[Start of section]
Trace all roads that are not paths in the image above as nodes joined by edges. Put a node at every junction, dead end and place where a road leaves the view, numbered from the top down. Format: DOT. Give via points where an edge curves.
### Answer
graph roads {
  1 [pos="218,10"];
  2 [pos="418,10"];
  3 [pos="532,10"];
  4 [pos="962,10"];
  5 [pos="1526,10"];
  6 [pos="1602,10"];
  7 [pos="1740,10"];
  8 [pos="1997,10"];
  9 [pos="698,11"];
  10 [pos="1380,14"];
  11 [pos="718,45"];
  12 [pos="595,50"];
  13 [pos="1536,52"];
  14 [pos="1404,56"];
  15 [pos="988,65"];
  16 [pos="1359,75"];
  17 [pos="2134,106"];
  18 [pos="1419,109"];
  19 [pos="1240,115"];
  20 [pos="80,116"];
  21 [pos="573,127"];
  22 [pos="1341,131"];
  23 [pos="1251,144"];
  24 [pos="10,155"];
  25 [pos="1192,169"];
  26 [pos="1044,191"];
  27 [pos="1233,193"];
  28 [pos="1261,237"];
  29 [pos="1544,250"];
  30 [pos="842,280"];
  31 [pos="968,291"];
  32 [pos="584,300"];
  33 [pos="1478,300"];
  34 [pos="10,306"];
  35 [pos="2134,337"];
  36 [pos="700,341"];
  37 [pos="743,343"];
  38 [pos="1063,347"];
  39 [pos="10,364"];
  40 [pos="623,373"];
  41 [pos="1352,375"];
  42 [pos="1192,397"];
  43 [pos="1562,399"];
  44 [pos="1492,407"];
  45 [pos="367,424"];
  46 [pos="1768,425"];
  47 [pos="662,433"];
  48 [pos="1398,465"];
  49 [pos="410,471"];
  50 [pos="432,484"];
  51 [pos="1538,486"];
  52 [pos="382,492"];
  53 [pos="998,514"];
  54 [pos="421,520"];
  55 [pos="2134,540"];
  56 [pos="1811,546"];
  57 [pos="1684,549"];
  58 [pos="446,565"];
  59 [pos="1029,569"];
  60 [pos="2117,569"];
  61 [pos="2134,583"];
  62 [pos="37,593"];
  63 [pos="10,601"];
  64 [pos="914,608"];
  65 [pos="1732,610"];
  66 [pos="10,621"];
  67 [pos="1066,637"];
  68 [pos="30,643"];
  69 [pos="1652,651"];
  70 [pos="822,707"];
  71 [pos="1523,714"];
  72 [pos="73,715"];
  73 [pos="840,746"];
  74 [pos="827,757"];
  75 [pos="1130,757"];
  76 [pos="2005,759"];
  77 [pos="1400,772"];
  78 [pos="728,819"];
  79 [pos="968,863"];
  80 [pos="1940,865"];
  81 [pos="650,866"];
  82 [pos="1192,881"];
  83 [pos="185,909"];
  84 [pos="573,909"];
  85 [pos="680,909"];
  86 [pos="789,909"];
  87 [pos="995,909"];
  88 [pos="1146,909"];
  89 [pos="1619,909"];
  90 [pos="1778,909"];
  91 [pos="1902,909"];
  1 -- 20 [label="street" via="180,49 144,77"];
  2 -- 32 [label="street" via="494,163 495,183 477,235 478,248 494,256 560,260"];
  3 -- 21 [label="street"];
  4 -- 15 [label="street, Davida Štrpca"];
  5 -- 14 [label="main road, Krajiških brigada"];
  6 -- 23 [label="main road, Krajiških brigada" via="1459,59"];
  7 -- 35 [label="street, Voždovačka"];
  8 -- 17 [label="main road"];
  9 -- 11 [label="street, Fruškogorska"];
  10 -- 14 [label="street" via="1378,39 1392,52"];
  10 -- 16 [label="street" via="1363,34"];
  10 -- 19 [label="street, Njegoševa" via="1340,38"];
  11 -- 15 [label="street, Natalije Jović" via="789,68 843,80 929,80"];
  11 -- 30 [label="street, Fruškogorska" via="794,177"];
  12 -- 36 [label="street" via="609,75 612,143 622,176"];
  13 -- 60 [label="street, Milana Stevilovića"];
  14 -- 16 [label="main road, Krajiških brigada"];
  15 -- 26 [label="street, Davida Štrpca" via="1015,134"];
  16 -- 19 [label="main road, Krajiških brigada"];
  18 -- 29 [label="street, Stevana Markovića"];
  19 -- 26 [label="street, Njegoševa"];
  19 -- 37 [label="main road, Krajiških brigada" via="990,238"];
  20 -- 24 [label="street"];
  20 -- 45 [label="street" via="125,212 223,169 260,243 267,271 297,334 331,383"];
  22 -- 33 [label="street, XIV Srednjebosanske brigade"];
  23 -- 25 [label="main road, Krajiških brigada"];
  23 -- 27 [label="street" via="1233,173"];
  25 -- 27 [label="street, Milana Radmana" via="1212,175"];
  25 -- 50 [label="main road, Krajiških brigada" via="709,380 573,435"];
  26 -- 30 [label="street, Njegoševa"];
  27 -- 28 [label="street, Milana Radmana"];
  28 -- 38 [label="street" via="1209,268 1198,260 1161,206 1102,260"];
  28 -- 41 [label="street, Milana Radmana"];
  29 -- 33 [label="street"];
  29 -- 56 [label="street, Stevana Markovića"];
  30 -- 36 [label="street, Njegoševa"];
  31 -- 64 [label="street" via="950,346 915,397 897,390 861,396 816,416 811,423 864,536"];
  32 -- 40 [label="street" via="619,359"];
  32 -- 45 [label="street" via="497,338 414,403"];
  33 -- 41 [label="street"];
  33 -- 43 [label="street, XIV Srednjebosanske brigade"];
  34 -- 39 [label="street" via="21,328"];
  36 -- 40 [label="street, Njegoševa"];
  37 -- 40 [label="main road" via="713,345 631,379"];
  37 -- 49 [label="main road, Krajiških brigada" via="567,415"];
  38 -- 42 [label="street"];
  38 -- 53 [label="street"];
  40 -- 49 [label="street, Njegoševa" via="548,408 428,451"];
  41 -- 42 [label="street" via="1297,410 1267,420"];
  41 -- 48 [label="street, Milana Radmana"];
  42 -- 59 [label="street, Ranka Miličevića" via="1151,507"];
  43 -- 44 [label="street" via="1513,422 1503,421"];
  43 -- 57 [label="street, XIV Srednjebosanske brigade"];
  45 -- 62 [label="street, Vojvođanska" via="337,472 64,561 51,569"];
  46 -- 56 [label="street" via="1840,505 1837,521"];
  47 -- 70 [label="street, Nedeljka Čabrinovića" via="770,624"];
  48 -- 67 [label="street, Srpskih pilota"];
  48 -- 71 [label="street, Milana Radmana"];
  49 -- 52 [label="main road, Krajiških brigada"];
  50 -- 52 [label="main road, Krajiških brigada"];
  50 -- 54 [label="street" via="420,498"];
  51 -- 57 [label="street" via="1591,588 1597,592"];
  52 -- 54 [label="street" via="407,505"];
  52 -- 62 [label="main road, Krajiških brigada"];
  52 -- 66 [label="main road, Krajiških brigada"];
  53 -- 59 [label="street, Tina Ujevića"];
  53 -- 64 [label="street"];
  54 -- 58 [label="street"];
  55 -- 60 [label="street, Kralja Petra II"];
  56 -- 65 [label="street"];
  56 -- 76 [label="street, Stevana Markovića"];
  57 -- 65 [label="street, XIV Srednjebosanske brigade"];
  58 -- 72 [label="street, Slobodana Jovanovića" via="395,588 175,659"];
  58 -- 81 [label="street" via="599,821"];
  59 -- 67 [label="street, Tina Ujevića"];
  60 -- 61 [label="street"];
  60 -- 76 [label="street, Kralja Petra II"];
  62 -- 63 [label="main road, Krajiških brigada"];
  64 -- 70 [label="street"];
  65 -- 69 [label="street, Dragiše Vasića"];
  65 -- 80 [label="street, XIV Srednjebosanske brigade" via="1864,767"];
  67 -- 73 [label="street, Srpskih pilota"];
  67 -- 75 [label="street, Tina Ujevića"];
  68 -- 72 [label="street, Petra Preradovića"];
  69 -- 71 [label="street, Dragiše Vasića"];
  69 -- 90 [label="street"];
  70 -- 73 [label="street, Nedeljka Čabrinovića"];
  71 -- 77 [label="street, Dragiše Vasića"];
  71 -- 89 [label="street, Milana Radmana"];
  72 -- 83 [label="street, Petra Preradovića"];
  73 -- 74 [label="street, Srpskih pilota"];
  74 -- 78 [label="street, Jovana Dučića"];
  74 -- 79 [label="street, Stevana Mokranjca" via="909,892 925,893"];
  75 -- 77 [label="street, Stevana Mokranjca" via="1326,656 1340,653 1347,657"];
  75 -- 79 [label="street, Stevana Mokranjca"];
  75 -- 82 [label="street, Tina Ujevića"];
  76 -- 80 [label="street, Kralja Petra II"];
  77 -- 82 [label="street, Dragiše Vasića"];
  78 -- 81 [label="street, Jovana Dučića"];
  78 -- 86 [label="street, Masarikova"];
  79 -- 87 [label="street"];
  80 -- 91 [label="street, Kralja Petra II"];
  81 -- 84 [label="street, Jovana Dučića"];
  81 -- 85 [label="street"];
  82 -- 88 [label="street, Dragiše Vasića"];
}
[End of section]
**TO DO:** Copy out every line of the listing that contains the string "roads".

**SOLVED PROBLEM:**
Trace all roads that are not paths in the image above as nodes joined by edges. Put a node at every junction, dead end and place where a road leaves the view, numbered from the top down. Format: DOT. Give via points where an edge curves.
graph roads {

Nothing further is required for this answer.